Pues hay en él ciertas sensaciones deliciosas, no por vagas menos intensas;
y no hay punta más acerada que la de lo infinito.
¡Delicia grande la de ahogar la mirada en lo inmenso del cielo y del mar!
¡Soledad, silencio, castidad incomparable de lo cerúleo!
Una vela chica, temblorosa en el horizonte, imitadora,
en su pequeñez y aislamiento, de mi existencia irremediable, melodía monótona
de la marejada, todo eso que piensa por mí, o yo por ello
-ya que en la grandeza de la divagación el yo presto se pierde-;
piensa, digo, pero musical y pintorescamente, sin argucias, sin silogismos,
sin deducciones.
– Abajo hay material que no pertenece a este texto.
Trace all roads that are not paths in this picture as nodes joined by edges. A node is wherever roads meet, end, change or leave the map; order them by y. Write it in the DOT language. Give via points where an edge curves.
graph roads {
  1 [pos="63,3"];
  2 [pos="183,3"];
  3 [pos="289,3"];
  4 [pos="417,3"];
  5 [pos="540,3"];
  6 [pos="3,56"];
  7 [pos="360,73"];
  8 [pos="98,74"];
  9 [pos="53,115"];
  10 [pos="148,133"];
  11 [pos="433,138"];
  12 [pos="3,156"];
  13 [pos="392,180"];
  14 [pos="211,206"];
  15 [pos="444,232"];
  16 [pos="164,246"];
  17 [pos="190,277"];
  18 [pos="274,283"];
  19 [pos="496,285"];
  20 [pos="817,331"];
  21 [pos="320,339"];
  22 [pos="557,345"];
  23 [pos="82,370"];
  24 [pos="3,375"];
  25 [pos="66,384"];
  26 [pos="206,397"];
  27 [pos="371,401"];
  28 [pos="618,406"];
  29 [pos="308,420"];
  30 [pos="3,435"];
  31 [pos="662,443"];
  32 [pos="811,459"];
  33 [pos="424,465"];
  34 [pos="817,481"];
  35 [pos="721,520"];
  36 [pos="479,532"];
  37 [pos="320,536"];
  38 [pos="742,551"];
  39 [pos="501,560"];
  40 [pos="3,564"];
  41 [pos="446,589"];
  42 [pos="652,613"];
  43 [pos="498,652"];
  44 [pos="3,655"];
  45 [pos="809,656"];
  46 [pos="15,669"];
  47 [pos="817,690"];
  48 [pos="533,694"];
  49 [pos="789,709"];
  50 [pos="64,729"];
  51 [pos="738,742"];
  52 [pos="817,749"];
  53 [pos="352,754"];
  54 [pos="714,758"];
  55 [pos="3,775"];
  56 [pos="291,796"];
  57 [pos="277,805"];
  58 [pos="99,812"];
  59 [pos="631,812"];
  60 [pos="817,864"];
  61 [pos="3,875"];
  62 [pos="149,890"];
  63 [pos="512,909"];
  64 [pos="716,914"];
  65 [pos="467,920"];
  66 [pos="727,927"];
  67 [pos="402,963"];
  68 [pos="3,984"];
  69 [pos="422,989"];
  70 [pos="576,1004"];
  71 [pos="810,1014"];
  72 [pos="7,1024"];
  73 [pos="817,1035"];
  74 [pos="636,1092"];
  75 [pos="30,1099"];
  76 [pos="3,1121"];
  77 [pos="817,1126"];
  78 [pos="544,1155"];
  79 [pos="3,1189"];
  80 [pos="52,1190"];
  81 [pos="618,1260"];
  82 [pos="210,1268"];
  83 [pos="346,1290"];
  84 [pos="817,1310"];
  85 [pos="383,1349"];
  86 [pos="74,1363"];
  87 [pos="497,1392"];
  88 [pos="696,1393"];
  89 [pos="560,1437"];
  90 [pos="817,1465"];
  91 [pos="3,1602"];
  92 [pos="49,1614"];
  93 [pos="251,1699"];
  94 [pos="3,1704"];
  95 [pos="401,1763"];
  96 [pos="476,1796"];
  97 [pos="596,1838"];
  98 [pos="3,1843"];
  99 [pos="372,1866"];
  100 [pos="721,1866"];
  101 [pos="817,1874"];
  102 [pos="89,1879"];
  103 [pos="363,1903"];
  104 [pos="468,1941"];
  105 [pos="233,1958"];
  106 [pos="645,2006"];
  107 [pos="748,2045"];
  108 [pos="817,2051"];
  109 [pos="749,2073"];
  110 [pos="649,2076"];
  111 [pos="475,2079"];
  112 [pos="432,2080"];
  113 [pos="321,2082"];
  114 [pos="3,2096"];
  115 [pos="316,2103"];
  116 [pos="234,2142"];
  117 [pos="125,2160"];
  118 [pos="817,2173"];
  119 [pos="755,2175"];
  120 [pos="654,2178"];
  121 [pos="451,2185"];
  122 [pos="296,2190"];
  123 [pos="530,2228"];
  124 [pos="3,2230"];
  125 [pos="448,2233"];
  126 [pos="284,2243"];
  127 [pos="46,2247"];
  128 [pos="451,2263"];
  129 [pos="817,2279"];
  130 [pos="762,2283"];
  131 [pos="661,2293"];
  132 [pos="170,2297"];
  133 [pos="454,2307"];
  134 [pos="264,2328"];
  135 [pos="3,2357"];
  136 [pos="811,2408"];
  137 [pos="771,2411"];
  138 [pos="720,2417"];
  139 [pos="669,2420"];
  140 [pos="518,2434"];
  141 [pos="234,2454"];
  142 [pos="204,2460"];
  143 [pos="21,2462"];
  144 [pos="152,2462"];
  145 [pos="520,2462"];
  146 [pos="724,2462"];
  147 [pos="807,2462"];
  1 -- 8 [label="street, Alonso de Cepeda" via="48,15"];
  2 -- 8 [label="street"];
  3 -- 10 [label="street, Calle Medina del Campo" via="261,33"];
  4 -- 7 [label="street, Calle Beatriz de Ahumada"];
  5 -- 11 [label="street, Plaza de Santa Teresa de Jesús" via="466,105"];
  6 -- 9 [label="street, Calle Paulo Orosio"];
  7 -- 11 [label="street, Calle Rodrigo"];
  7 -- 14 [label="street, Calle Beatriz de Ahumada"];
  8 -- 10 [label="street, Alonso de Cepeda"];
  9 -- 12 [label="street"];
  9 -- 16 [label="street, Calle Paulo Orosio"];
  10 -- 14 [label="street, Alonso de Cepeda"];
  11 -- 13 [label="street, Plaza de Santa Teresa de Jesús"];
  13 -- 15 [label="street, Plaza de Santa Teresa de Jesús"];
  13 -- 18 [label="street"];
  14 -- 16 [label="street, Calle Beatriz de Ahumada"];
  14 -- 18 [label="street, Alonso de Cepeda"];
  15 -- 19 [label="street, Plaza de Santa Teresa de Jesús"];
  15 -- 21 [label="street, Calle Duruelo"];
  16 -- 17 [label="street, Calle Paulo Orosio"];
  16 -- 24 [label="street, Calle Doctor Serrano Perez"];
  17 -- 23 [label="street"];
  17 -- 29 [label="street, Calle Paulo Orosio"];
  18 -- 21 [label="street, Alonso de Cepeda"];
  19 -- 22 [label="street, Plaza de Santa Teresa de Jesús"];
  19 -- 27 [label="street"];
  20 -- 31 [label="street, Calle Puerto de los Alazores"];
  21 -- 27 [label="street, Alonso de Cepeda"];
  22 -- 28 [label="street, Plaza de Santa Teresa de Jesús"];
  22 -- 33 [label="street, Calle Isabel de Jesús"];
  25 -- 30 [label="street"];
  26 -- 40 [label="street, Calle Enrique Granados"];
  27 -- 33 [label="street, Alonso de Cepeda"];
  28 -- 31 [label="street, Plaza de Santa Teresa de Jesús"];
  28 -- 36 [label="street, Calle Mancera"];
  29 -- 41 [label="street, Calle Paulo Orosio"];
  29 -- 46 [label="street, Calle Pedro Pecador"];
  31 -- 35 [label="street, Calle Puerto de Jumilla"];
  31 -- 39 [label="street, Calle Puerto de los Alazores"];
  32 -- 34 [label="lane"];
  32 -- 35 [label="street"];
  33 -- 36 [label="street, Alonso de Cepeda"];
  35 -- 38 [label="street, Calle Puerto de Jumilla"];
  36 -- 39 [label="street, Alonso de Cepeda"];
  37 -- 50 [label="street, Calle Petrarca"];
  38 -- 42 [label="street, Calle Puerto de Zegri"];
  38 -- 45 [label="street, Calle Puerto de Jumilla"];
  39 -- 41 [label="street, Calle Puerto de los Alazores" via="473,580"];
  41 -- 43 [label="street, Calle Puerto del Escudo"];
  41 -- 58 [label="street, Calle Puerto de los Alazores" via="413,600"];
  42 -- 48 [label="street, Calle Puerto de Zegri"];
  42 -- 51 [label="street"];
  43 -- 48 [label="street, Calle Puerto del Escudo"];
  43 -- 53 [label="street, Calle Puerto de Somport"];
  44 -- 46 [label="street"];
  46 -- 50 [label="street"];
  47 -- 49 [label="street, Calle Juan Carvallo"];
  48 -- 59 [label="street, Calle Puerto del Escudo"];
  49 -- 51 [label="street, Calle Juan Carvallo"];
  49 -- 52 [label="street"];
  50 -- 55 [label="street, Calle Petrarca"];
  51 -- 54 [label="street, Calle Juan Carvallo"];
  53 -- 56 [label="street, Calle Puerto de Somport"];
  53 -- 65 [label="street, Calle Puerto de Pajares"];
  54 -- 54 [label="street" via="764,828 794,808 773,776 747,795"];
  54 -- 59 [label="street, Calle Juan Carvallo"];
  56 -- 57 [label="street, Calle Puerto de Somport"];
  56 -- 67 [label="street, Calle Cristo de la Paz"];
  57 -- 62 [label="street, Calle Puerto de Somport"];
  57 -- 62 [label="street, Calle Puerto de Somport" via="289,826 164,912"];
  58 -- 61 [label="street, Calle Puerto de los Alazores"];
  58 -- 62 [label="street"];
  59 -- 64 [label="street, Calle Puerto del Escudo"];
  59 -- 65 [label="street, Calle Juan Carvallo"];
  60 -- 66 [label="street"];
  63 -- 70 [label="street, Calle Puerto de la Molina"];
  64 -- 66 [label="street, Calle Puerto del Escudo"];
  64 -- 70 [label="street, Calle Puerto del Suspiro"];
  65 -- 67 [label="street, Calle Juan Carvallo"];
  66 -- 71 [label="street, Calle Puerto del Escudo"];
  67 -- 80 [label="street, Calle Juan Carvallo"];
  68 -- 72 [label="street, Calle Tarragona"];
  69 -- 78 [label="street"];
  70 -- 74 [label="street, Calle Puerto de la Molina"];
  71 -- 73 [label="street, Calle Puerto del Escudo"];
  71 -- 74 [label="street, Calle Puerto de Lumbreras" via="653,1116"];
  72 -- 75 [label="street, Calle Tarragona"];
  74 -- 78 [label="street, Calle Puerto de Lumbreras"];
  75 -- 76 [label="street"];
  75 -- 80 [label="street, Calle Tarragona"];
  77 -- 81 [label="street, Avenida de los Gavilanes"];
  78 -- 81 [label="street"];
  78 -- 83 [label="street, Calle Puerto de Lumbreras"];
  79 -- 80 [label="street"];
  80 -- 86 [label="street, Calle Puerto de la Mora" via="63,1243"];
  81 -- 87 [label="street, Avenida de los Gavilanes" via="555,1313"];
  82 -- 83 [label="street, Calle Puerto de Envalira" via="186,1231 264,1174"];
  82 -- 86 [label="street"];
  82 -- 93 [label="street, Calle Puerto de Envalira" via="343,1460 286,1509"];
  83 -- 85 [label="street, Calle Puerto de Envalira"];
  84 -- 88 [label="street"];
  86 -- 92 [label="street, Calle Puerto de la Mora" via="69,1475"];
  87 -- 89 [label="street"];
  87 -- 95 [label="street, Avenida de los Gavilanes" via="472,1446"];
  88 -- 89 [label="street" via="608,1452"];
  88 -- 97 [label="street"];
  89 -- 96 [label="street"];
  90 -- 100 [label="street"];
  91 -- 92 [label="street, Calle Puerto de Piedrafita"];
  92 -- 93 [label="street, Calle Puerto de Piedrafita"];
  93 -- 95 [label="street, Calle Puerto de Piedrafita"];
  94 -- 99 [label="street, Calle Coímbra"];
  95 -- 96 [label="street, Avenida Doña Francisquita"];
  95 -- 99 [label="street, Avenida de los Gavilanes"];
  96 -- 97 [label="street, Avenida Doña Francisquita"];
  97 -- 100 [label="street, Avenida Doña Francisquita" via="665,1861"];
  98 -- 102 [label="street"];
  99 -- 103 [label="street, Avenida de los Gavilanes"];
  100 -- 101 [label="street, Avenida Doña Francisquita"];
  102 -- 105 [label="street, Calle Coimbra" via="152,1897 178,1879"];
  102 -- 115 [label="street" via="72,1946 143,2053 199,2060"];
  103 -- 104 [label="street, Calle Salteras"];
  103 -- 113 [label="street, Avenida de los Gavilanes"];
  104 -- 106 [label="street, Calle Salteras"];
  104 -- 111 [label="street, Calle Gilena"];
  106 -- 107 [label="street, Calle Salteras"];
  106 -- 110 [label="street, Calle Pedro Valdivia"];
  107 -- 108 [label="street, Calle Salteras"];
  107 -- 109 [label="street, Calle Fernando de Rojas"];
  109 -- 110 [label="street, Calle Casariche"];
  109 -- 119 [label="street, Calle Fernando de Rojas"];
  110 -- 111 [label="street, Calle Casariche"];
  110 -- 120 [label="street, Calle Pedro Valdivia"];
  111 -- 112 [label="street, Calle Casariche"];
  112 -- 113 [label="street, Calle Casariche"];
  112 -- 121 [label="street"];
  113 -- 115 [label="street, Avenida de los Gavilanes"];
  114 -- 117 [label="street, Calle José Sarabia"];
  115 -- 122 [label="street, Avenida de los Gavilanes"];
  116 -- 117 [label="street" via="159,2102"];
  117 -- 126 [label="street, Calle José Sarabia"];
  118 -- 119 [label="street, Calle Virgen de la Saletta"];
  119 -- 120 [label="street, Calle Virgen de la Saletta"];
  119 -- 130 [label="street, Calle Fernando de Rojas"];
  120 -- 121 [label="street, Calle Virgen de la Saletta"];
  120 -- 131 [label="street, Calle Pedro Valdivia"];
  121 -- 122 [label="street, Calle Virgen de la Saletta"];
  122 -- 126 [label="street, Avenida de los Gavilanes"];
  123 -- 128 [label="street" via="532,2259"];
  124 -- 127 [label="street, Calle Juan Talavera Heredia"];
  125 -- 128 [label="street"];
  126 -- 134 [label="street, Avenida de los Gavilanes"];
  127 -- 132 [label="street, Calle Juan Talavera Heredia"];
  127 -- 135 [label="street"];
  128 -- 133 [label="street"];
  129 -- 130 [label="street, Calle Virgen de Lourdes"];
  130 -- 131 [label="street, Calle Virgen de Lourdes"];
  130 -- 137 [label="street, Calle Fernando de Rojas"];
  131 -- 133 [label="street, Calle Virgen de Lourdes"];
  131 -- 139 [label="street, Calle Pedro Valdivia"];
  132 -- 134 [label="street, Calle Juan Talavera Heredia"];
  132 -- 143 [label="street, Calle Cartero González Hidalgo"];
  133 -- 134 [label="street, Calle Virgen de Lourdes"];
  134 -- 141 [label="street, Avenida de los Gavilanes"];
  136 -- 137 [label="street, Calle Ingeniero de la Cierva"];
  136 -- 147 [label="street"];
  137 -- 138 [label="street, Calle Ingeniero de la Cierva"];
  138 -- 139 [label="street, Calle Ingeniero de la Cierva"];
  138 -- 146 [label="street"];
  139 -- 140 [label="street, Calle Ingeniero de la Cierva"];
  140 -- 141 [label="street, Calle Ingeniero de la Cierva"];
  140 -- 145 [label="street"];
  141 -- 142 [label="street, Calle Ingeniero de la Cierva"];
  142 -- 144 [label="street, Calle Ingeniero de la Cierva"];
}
Tales pensamientos, no obstante, ya salgan de mí,
ya surjan de las cosas, presto cobran demasiada intensidad.
La energía en el placer crea malestar y sufrimiento positivo.
Mis nervios, harto tirantes, no dan más que vibraciones chillonas, dolorosas.
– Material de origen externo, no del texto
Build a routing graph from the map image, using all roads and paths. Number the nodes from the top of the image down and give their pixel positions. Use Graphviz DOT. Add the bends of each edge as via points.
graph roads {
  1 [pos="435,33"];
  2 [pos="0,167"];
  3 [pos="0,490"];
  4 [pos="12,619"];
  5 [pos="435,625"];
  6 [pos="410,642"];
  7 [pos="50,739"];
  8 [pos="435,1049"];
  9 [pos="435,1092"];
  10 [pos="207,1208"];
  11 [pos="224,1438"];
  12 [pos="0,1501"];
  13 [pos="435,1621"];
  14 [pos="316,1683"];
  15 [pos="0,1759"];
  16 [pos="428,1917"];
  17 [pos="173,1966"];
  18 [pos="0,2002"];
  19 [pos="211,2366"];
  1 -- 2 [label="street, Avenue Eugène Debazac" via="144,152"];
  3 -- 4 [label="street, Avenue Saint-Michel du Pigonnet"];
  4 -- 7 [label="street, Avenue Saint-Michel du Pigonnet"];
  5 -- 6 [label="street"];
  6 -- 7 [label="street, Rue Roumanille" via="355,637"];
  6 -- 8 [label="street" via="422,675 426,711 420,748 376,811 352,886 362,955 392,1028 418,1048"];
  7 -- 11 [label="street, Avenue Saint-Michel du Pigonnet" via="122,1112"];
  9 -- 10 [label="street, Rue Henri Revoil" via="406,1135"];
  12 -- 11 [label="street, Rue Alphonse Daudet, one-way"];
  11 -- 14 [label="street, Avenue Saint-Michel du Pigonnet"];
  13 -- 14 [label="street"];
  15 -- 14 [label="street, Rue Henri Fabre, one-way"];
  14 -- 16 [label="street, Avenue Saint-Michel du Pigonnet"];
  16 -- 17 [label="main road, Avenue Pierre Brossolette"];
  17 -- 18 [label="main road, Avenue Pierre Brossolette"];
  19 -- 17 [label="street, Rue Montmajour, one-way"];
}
Y ahora la profundidad del cielo me consterna; me exaspera su limpidez.
La insensibilidad del mar, lo inmutable del espectáculo me subleva... ¡Ay!
¿Es fuerza eternamente sufrir, o huir de lo bello eternamente?
¡Naturaleza encantadora, despiadada, rival siempre victoriosa, déjame!
¡No tientes más a mis deseos y a mi orgullo!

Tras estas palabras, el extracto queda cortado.